* [What needs to be done]
Scan the records below. Copy every line in which the word "roads" appears.
+---+
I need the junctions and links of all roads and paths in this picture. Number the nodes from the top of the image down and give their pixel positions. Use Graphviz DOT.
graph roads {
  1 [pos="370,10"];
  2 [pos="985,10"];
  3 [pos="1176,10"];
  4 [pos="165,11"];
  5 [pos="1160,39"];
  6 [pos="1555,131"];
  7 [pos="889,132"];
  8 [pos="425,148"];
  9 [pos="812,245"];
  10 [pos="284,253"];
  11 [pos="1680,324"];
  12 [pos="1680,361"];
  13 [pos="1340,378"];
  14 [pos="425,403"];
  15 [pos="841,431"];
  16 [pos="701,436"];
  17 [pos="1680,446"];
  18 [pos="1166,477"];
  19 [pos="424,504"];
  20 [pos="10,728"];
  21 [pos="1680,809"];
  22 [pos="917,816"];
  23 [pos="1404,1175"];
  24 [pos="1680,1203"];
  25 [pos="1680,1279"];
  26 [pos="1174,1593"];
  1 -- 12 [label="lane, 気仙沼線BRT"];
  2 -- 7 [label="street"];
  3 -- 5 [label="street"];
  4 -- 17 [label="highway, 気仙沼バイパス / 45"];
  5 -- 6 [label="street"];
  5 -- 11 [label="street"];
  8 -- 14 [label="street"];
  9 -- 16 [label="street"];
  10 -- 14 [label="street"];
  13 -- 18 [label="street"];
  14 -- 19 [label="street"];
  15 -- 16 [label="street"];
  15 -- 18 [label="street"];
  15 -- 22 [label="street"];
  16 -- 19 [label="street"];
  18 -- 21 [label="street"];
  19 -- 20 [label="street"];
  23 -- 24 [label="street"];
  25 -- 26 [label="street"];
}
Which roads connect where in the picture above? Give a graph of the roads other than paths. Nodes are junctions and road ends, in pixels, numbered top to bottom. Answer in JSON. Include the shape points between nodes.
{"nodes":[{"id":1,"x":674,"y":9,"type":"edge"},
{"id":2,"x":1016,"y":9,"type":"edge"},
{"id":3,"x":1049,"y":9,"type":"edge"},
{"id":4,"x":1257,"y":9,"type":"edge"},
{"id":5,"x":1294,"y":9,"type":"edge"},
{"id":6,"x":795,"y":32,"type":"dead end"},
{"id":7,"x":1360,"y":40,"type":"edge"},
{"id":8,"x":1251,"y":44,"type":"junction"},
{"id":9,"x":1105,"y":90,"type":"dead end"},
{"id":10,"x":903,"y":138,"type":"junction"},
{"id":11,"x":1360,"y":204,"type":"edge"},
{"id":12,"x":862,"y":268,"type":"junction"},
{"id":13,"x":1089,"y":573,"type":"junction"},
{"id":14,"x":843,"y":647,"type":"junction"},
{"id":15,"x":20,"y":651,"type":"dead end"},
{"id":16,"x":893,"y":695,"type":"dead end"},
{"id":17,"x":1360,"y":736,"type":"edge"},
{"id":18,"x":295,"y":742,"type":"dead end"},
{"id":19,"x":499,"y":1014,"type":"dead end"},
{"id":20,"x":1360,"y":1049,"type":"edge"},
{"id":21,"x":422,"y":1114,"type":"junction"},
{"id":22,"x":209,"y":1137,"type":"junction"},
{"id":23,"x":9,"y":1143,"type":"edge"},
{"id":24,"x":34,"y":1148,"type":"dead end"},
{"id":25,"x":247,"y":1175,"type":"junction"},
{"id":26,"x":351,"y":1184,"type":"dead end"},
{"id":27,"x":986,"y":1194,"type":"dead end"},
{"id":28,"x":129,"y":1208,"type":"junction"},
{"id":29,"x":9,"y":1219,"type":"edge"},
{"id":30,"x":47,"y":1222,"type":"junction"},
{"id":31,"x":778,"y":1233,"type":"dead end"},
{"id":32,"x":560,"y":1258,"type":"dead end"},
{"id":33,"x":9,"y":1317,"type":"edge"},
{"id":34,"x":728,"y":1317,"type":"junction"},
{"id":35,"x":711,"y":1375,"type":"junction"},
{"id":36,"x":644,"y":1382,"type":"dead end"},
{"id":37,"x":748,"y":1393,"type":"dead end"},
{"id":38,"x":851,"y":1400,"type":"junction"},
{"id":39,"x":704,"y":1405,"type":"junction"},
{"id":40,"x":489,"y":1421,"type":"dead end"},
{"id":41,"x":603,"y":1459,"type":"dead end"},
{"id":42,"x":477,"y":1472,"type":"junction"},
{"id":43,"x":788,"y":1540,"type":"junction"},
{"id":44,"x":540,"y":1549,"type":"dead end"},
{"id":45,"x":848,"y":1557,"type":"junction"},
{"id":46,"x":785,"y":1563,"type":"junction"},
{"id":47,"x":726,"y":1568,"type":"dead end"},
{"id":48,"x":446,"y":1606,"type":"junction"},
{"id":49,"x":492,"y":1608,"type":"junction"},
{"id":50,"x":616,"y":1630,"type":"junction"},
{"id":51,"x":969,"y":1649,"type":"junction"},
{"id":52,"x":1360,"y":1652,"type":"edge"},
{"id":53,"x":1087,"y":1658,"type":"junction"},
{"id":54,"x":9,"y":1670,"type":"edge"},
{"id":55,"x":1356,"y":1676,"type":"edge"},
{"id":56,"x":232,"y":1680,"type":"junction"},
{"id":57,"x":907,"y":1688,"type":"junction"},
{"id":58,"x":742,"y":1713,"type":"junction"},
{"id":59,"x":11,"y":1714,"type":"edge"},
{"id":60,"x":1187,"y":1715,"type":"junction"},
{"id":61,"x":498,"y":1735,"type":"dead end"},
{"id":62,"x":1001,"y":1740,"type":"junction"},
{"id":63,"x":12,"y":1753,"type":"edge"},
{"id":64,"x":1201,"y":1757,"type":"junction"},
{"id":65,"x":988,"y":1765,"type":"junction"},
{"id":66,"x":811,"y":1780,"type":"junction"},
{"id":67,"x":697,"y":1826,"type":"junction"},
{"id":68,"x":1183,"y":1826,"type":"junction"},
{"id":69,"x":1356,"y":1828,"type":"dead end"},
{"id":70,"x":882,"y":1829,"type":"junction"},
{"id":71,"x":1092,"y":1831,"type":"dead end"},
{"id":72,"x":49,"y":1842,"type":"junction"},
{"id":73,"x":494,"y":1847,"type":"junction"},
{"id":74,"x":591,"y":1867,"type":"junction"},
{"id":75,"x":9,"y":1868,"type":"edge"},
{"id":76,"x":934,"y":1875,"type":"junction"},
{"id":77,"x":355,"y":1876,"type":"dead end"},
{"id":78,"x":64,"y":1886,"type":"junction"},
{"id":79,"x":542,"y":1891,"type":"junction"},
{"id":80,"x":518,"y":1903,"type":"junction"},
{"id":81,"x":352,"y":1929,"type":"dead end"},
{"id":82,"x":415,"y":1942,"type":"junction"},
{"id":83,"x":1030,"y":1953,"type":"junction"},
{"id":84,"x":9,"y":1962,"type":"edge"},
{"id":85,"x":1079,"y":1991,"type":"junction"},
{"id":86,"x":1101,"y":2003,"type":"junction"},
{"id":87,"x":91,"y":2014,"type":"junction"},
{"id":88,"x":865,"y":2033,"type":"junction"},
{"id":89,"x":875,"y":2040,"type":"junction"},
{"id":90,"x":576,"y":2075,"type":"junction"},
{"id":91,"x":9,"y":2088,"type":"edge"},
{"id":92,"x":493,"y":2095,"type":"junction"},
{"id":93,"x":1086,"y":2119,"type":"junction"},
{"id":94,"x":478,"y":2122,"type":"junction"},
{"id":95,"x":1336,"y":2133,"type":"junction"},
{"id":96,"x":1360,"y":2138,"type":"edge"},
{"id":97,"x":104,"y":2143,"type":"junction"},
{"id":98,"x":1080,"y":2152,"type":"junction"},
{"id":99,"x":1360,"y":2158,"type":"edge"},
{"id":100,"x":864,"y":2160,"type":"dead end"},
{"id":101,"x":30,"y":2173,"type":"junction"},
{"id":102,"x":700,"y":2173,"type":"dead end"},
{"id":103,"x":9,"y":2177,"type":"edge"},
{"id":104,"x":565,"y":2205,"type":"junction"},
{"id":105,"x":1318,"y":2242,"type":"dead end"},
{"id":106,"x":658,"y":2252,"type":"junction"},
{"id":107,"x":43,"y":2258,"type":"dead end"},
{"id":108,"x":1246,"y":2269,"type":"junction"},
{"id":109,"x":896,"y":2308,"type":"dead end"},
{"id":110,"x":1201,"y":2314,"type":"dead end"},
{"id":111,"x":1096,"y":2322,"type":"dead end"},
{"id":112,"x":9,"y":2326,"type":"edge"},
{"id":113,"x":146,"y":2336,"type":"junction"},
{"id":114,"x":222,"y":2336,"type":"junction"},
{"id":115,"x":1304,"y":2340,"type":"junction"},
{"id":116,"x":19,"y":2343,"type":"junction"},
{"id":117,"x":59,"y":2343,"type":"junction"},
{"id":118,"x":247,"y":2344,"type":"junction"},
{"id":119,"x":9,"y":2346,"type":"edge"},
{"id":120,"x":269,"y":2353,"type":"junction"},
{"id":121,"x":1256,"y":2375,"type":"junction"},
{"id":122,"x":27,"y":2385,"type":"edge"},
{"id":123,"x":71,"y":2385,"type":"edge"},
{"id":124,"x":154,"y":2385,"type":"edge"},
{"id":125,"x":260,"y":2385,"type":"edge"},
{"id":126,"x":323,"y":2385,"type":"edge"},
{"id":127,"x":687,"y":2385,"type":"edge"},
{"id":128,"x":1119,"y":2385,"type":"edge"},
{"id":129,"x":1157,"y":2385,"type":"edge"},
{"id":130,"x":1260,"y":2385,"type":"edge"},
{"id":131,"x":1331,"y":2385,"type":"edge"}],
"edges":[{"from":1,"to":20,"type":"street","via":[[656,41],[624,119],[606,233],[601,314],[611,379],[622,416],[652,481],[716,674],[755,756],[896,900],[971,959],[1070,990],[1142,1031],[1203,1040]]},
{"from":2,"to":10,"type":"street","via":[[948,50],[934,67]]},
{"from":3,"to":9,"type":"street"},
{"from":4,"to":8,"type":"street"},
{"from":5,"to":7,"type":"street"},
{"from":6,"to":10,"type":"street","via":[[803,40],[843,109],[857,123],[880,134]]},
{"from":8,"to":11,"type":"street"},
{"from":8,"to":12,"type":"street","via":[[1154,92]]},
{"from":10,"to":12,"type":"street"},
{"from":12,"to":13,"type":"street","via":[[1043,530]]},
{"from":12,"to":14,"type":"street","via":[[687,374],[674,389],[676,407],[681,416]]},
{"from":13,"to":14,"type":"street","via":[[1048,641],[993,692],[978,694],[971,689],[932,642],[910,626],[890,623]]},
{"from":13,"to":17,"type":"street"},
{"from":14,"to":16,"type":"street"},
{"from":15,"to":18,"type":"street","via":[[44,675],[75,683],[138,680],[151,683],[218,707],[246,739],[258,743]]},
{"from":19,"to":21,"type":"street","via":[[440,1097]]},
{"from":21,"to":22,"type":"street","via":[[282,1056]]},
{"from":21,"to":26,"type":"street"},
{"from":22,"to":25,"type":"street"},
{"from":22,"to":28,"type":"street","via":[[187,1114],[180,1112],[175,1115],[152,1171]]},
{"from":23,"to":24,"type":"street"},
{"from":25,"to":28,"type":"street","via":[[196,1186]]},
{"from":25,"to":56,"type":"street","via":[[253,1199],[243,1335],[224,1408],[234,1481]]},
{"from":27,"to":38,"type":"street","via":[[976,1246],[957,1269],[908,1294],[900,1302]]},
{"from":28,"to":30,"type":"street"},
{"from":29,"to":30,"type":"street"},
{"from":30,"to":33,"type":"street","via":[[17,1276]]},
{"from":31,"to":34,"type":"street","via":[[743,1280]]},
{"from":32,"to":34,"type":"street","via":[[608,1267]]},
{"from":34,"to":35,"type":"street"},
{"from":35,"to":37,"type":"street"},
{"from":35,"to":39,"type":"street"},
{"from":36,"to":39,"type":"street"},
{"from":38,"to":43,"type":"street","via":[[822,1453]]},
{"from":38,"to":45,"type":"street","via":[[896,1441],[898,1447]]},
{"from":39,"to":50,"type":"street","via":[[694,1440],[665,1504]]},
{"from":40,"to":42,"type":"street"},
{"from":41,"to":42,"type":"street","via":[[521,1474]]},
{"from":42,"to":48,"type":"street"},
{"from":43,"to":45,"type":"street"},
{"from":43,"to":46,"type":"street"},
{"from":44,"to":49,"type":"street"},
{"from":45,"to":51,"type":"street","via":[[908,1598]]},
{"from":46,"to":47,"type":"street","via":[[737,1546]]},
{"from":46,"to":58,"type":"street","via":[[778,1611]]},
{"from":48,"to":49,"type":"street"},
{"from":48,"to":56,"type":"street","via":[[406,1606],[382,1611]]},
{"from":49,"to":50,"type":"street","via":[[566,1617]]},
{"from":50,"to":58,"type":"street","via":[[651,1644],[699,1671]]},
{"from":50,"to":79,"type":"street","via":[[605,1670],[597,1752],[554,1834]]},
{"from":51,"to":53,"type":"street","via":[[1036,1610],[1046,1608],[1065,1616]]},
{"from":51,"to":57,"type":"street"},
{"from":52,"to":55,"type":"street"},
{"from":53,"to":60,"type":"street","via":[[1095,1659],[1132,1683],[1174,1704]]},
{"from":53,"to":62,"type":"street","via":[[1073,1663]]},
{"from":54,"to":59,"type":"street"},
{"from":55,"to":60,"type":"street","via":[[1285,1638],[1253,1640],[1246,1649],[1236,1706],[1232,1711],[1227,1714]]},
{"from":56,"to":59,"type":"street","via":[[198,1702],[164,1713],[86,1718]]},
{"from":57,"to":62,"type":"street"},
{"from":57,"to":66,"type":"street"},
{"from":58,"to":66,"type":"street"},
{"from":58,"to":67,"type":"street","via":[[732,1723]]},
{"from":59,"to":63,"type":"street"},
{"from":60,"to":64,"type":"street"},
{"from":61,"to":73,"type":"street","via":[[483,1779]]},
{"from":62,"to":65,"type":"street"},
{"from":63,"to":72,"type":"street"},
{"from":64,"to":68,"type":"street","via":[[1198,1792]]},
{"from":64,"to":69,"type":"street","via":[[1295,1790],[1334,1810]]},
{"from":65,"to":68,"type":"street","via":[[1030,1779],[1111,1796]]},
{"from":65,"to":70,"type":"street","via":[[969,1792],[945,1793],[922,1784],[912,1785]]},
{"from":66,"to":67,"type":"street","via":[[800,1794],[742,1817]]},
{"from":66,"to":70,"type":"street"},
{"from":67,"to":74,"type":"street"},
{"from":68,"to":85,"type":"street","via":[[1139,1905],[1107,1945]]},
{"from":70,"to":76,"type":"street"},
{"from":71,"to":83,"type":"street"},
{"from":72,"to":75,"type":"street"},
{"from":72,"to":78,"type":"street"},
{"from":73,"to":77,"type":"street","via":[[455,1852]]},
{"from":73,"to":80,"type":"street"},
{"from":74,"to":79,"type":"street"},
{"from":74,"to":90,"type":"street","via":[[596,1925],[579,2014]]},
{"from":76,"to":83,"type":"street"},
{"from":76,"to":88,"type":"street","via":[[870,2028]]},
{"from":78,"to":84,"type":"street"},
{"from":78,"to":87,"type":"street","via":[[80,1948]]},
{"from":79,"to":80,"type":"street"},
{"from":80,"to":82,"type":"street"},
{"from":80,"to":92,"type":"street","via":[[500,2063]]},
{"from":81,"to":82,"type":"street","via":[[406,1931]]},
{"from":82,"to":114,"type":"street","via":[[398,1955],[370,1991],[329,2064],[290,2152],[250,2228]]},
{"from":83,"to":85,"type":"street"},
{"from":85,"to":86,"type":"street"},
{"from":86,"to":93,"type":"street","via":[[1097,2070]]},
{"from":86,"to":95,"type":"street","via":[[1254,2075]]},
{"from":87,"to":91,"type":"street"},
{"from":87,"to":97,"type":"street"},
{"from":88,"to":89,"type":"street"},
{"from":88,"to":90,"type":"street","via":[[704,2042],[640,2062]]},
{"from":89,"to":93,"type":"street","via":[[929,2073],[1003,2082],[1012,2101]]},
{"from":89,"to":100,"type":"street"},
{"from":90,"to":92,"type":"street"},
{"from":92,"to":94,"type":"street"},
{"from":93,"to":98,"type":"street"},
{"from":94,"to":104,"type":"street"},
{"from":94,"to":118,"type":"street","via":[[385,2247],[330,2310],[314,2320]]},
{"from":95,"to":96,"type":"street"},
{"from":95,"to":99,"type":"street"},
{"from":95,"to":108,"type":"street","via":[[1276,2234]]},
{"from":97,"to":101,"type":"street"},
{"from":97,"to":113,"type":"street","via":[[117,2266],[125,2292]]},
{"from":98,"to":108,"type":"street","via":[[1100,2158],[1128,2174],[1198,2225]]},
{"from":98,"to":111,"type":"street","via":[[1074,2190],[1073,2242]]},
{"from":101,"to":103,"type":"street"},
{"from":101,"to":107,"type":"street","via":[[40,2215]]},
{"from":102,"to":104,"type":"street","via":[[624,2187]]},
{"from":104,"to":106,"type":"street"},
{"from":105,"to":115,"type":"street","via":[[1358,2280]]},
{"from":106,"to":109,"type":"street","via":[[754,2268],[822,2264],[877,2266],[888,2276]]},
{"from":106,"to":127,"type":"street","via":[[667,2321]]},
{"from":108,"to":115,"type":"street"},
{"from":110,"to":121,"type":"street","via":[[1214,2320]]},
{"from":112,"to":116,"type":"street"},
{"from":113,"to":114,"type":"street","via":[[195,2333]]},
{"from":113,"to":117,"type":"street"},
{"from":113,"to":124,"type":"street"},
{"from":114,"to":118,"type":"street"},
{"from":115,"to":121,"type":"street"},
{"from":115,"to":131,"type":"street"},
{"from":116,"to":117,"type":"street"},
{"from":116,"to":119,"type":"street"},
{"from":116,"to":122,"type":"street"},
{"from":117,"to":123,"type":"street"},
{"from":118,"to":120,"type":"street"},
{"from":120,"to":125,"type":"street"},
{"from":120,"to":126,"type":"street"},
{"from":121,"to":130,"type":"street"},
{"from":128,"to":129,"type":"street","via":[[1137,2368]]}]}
+---+
* [Response box]
I need the junctions and links of all roads and paths in this picture. Number the nodes from the top of the image down and give their pixel positions. Use Graphviz DOT.
graph roads {
Which roads connect where in the picture above? Give a graph of the roads other than paths. Nodes are junctions and road ends, in pixels, numbered top to bottom. Answer in JSON. Include the shape points between nodes.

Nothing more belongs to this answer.